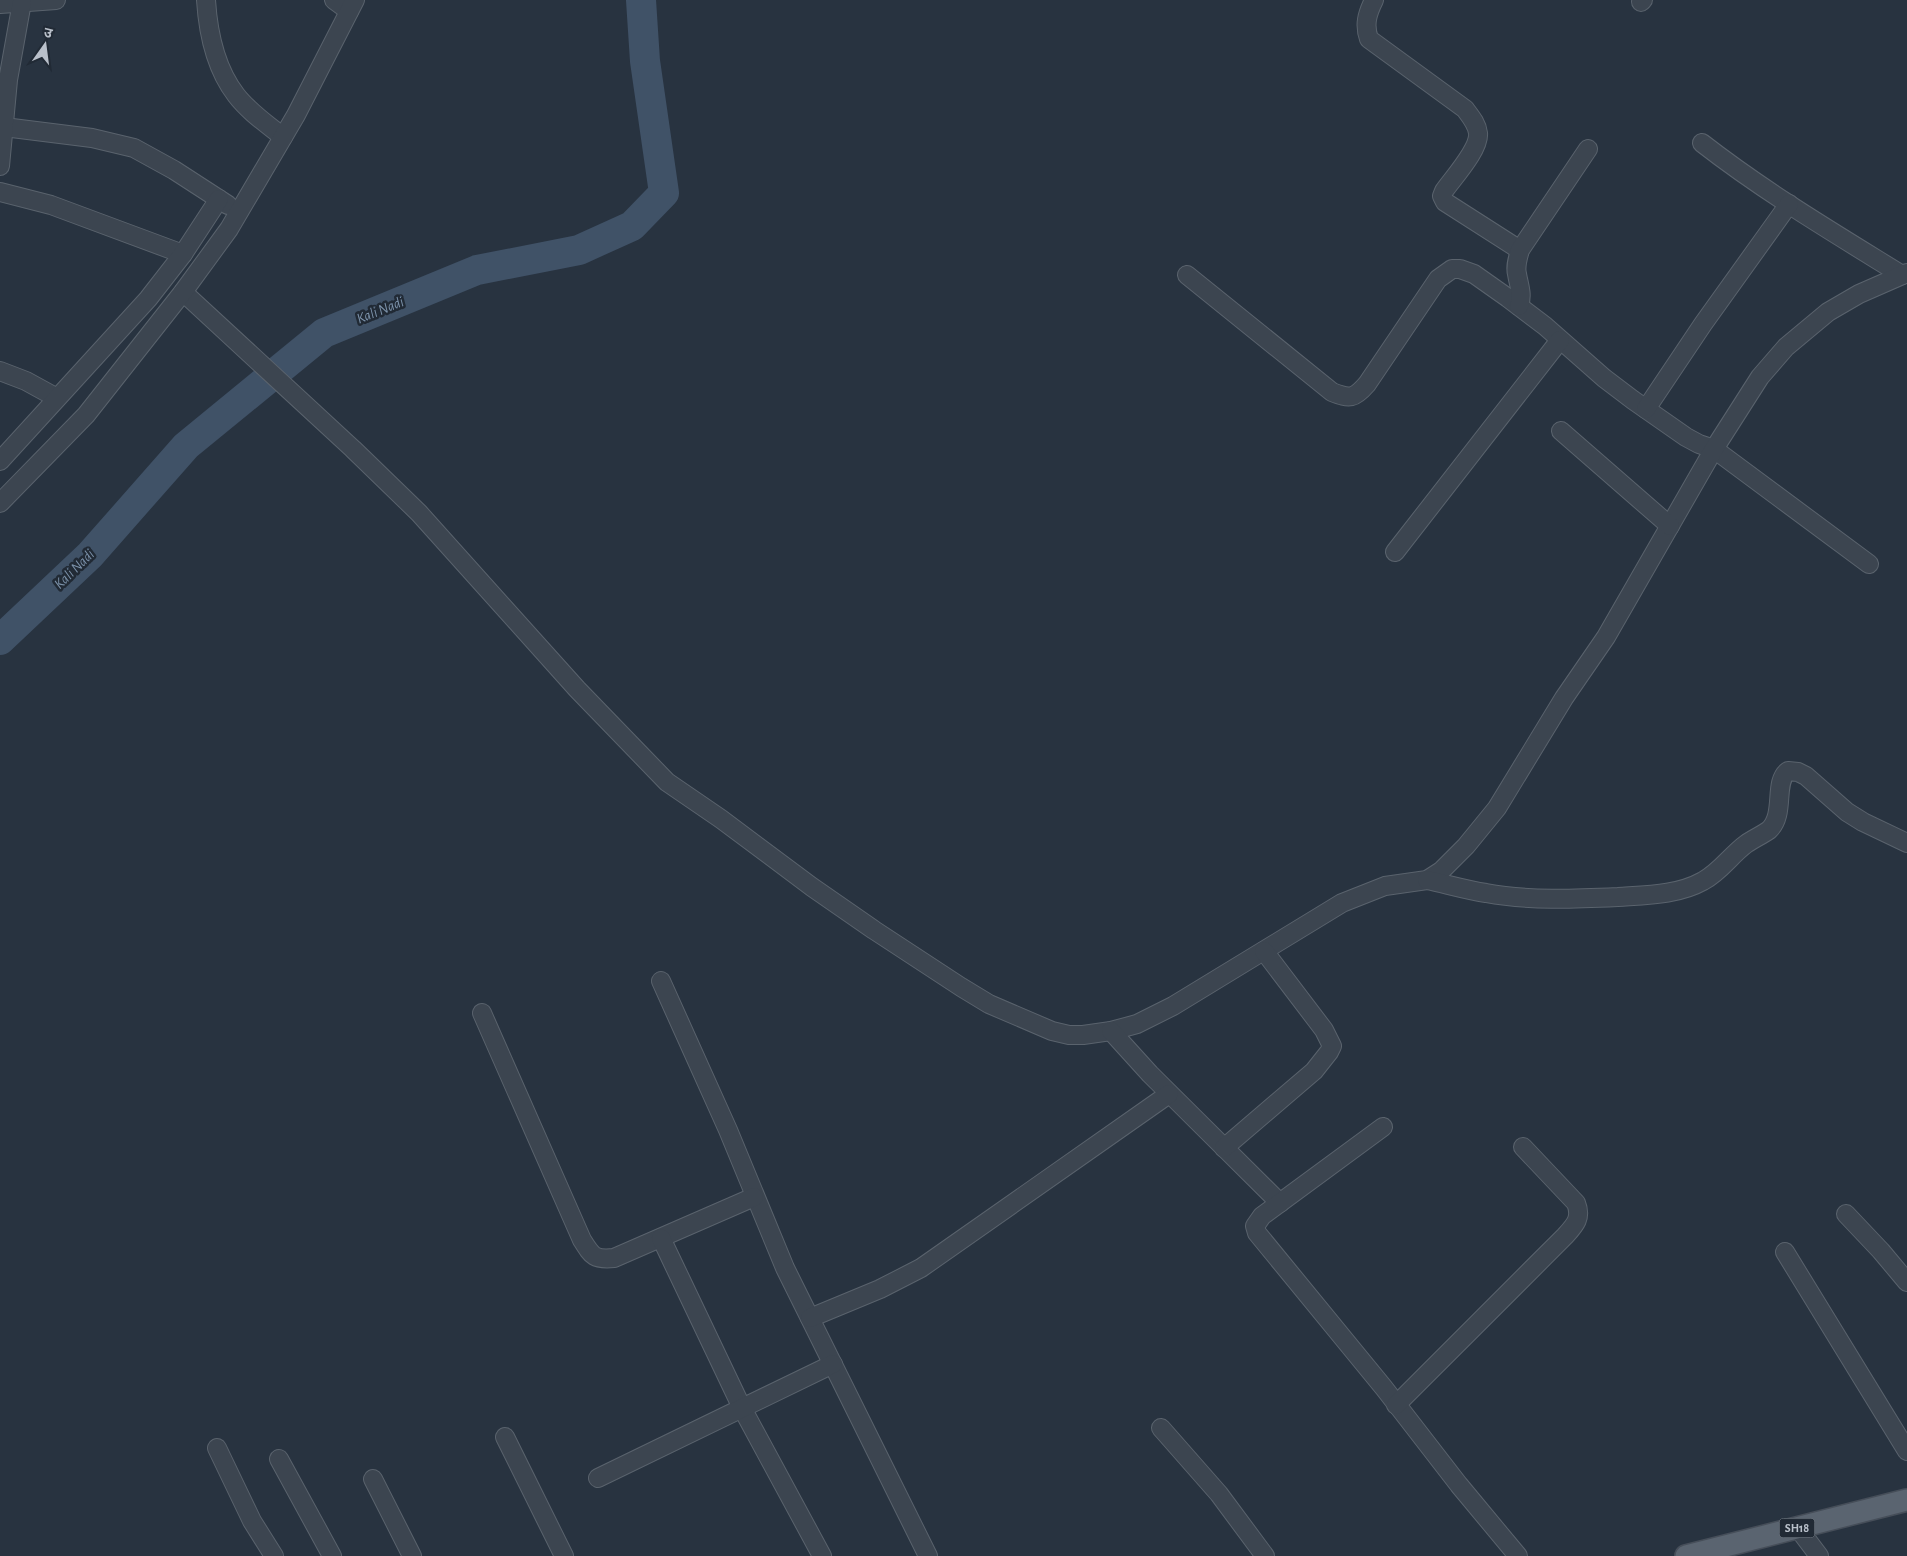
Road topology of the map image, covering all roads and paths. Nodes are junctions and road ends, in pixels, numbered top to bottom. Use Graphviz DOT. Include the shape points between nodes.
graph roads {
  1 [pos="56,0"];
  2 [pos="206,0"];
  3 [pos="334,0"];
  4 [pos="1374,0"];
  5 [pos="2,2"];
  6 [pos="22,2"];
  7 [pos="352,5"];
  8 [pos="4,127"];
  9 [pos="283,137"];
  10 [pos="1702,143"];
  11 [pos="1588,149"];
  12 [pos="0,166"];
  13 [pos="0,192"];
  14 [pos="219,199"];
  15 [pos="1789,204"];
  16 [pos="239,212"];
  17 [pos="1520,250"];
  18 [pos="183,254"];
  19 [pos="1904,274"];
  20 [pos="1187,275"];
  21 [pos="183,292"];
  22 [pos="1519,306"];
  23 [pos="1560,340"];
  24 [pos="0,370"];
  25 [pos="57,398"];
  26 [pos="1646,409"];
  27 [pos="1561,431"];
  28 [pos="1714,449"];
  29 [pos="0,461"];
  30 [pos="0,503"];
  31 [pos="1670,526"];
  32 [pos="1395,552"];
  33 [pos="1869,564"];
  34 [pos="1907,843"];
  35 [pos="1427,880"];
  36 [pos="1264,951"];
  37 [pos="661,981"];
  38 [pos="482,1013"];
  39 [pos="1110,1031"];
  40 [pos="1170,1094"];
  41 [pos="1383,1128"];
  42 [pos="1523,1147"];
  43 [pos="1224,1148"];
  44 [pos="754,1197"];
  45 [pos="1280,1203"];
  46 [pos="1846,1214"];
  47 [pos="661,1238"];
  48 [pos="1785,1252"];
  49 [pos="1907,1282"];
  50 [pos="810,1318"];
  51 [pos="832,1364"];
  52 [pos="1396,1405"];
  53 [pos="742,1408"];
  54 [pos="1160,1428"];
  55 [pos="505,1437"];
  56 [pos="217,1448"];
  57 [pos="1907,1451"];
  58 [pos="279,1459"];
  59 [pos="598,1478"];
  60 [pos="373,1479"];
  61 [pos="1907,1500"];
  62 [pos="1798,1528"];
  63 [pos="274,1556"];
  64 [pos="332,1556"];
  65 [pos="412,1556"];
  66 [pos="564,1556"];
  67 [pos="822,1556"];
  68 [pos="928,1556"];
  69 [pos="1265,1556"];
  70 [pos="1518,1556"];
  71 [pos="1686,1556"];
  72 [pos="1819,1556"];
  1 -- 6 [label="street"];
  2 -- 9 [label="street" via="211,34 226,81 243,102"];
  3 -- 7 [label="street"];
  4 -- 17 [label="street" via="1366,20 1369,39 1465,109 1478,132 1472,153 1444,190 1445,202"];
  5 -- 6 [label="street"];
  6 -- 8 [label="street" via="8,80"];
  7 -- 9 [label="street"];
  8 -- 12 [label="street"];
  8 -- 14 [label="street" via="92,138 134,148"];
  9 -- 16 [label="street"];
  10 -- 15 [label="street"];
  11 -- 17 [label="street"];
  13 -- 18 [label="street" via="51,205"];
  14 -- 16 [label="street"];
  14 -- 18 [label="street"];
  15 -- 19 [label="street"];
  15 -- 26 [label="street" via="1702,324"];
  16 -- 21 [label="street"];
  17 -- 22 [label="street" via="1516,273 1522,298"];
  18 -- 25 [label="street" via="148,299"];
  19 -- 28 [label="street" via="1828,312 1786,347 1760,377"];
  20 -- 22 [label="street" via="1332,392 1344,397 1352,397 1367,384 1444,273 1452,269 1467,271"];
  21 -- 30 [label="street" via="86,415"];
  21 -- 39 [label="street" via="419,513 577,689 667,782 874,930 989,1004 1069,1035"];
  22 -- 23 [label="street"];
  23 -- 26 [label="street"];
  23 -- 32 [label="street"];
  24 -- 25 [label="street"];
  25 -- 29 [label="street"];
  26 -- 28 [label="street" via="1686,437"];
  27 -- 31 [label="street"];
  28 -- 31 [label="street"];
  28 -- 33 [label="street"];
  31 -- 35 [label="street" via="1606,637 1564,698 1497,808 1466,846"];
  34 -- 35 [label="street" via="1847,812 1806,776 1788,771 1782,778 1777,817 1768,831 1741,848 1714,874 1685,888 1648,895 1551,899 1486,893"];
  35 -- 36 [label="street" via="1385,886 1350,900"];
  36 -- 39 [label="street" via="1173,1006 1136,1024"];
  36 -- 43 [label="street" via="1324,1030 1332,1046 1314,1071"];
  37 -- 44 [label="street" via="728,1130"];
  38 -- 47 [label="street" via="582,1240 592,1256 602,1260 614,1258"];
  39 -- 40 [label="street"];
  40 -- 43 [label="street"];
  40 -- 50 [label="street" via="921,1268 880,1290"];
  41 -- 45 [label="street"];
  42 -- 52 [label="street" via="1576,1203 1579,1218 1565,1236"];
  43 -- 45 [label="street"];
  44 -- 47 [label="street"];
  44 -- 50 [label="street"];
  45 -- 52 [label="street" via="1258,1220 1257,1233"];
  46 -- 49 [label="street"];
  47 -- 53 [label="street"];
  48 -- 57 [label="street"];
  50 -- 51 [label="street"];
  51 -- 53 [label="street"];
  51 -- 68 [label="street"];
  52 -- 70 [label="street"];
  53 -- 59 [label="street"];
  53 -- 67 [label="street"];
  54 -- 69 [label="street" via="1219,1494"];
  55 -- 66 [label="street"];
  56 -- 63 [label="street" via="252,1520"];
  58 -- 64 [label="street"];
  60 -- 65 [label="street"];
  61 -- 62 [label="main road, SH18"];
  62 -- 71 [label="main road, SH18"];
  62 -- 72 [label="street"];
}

==

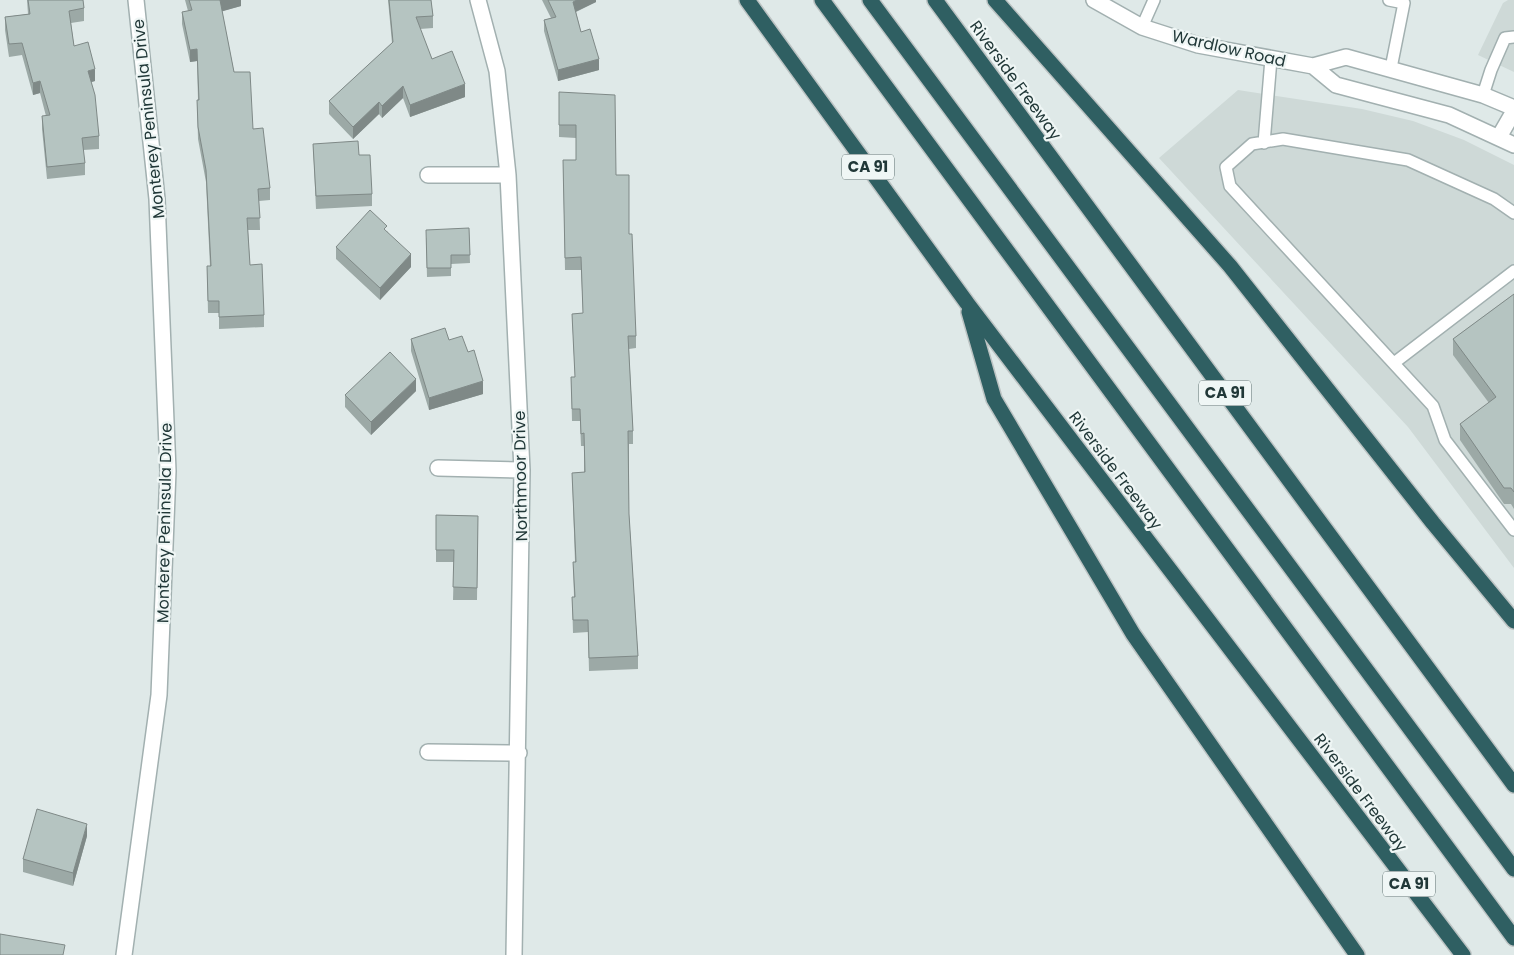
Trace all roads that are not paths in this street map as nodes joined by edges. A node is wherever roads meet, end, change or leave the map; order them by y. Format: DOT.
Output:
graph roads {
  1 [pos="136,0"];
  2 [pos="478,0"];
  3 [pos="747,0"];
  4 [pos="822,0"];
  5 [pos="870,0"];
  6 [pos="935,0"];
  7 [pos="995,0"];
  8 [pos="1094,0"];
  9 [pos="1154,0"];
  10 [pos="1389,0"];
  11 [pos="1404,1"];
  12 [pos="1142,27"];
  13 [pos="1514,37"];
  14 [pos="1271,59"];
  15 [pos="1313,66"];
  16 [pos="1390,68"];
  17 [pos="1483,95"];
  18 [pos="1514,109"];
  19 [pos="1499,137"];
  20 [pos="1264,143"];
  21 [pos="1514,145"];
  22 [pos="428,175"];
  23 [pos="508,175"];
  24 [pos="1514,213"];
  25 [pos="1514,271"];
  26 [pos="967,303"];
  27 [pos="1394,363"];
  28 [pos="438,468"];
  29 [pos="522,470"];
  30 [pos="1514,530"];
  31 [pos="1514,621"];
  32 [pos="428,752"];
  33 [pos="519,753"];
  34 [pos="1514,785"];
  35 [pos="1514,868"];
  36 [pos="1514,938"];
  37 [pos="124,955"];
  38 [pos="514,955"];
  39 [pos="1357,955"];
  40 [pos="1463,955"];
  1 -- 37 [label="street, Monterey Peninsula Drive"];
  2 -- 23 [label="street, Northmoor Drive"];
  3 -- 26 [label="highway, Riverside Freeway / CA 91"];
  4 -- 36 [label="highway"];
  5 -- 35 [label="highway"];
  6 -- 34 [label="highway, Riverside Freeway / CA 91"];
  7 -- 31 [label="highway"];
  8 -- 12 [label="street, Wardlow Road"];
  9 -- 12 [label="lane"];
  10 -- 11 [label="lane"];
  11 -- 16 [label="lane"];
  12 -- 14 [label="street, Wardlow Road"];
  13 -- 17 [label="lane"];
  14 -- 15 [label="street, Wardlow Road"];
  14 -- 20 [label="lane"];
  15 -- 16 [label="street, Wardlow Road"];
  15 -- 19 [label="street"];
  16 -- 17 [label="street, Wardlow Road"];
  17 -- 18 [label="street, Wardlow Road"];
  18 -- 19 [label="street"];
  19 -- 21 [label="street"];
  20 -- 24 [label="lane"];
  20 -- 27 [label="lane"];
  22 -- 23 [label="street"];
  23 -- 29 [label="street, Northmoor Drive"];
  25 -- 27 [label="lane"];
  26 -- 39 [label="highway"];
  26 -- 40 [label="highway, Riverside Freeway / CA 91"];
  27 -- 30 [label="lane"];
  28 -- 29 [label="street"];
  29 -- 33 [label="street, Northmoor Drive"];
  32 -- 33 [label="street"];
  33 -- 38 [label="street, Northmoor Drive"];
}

(What you will do) Each line containing the word "paths" needs to be copied from the data above.

(Response to this task)
Road topology of the map image, covering all roads and paths. Nodes are junctions and road ends, in pixels, numbered top to bottom. Use Graphviz DOT. Include the shape points between nodes.
Trace all roads that are not paths in this street map as nodes joined by edges. A node is wherever roads meet, end, change or leave the map; order them by y. Format: DOT.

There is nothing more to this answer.